Task: Each line from the start of the records through the line containing "middle tip: (145, 320)" is to be transcribed exactly, and no other line is to be included.

Record excerpts:
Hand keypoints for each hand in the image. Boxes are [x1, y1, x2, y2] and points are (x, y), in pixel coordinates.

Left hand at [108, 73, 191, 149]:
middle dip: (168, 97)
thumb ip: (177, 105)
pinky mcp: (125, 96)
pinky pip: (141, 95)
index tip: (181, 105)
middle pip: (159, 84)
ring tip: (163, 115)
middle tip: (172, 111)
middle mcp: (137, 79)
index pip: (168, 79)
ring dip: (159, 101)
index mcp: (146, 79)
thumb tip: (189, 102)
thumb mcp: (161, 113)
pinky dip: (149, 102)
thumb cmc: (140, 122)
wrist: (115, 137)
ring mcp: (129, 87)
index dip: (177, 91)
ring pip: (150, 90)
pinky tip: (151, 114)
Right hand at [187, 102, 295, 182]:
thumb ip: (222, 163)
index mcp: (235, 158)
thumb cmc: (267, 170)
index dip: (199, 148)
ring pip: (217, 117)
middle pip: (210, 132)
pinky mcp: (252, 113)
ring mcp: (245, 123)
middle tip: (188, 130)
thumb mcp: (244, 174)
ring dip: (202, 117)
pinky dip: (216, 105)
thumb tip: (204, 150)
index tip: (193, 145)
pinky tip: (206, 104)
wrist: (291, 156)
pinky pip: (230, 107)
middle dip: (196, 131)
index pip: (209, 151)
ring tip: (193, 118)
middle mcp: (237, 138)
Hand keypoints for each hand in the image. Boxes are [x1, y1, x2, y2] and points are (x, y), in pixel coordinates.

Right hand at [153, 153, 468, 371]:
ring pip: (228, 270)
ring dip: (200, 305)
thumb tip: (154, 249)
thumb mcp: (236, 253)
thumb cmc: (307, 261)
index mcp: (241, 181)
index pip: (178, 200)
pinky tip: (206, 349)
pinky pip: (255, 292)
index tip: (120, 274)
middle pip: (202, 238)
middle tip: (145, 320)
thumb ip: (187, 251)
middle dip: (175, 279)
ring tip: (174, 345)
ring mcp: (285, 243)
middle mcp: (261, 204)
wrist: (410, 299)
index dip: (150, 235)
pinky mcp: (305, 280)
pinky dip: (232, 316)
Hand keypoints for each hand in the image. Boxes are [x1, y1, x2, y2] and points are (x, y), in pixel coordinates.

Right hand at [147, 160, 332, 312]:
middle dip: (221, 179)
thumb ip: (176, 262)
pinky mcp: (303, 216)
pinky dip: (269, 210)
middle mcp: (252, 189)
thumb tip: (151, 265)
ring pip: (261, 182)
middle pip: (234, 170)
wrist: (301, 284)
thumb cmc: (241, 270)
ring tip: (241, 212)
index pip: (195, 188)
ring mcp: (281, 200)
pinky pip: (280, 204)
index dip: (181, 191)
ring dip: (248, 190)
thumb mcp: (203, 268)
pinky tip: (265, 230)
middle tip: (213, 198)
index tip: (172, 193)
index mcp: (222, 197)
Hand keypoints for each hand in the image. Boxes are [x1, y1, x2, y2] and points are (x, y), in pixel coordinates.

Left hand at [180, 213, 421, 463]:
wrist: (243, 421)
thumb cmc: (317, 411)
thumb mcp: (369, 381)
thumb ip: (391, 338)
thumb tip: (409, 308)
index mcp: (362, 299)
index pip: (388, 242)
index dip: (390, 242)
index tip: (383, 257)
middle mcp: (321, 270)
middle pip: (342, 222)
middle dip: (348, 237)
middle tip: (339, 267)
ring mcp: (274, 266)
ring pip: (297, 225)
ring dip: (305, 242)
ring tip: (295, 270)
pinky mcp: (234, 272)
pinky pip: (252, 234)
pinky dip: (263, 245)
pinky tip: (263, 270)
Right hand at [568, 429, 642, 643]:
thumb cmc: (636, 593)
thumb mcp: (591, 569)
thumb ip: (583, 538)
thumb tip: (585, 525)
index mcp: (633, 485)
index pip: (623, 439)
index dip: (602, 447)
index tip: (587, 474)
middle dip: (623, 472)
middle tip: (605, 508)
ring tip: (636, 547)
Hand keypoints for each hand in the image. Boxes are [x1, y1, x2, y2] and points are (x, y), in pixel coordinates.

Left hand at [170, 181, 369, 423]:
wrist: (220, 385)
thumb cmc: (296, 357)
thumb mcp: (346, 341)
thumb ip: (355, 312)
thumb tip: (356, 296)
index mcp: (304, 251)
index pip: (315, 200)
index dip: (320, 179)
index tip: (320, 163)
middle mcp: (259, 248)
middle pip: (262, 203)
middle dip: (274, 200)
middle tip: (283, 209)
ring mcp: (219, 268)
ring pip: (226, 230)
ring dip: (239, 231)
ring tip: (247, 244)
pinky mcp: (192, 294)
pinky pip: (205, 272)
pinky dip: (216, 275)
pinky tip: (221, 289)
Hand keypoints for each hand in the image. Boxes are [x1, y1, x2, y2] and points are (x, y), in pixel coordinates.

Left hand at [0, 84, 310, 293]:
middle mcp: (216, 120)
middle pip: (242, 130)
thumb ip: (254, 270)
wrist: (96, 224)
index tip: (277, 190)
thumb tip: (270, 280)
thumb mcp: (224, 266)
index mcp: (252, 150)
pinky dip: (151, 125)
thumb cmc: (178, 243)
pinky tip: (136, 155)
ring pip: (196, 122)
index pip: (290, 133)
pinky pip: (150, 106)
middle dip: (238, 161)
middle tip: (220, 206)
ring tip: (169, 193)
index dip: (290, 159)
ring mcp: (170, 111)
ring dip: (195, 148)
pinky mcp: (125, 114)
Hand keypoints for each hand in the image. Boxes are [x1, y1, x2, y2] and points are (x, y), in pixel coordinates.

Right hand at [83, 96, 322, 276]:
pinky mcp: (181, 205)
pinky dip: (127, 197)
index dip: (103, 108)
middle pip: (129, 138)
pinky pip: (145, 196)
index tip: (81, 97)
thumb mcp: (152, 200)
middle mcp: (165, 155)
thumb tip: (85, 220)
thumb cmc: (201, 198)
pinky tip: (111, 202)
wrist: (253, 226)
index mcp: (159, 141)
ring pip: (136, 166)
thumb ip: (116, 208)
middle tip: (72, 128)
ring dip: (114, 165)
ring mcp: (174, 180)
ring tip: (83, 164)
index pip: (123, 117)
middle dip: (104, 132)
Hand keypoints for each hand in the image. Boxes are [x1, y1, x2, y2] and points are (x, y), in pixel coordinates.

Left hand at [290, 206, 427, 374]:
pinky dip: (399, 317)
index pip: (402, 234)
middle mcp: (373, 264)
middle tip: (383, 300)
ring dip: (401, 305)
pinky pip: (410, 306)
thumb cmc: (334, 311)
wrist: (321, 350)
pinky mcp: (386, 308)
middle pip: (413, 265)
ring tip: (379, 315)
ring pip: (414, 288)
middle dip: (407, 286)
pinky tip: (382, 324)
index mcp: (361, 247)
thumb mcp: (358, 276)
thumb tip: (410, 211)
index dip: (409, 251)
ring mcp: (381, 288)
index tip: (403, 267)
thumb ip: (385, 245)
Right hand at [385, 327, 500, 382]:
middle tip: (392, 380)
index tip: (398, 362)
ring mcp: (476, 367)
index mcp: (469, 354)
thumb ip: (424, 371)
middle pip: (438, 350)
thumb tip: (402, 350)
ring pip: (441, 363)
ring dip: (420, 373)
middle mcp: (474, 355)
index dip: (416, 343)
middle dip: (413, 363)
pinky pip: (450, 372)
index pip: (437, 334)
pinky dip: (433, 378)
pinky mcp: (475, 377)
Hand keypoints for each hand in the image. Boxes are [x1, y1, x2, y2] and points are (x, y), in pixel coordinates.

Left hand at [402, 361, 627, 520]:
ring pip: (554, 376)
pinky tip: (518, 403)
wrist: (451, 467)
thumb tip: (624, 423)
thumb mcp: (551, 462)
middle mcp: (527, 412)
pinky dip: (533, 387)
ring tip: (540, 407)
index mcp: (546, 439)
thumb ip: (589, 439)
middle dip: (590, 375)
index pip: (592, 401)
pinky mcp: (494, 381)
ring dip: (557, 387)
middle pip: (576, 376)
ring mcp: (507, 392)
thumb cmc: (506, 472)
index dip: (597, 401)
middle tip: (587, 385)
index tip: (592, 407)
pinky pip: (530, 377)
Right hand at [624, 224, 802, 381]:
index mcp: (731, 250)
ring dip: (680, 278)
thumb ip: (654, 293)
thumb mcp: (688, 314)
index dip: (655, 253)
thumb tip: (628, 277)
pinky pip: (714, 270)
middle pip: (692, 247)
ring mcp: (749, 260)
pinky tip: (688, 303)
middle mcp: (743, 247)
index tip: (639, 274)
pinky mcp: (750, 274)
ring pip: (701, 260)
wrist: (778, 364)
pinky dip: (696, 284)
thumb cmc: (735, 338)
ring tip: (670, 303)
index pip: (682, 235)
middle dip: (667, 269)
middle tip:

Answer section:
Hand keypoints for each hand in the image. Boxes are [x1, y1, x2, y2] and points are (x, y), in pixel coordinates.

Left hand at [108, 73, 191, 149]:
middle dip: (168, 97)
thumb ip: (177, 105)
pinky mcp: (125, 96)
pinky pip: (141, 95)
index tip: (181, 105)
middle pip: (159, 84)
ring tip: (163, 115)
middle tip: (172, 111)
middle mcp: (137, 79)
index pip: (168, 79)
ring dip: (159, 101)
index mcp: (146, 79)
thumb tip: (189, 102)
thumb mcp: (161, 113)
pinky dip: (149, 102)
thumb cmc: (140, 122)
wrist: (115, 137)
ring mcp: (129, 87)
index dip: (177, 91)
ring pip: (150, 90)
pinky tip: (151, 114)
Right hand at [187, 102, 295, 182]:
thumb ip: (222, 163)
index mcp: (235, 158)
thumb cmc: (267, 170)
index dip: (199, 148)
ring pip: (217, 117)
middle pip: (210, 132)
pinky mcp: (252, 113)
ring mcp: (245, 123)
middle tip: (188, 130)
thumb mcp: (244, 174)
ring dip: (202, 117)
pinky dip: (216, 105)
thumb tip: (204, 150)
index tip: (193, 145)
pinky tip: (206, 104)
wrist: (291, 156)
pinky pip: (230, 107)
middle dip: (196, 131)
index pip: (209, 151)
ring tip: (193, 118)
middle mcp: (237, 138)
Hand keypoints for each hand in the image. Boxes are [x1, y1, x2, y2] and points are (x, y), in pixel coordinates.

Right hand at [153, 153, 468, 371]:
ring pip: (228, 270)
ring dip: (200, 305)
thumb tip: (154, 249)
thumb mcp: (236, 253)
thumb cmc: (307, 261)
index mcp: (241, 181)
index pip: (178, 200)
pinky tip: (206, 349)
pinky pip: (255, 292)
index tip: (120, 274)
middle pip: (202, 238)
middle tip: (145, 320)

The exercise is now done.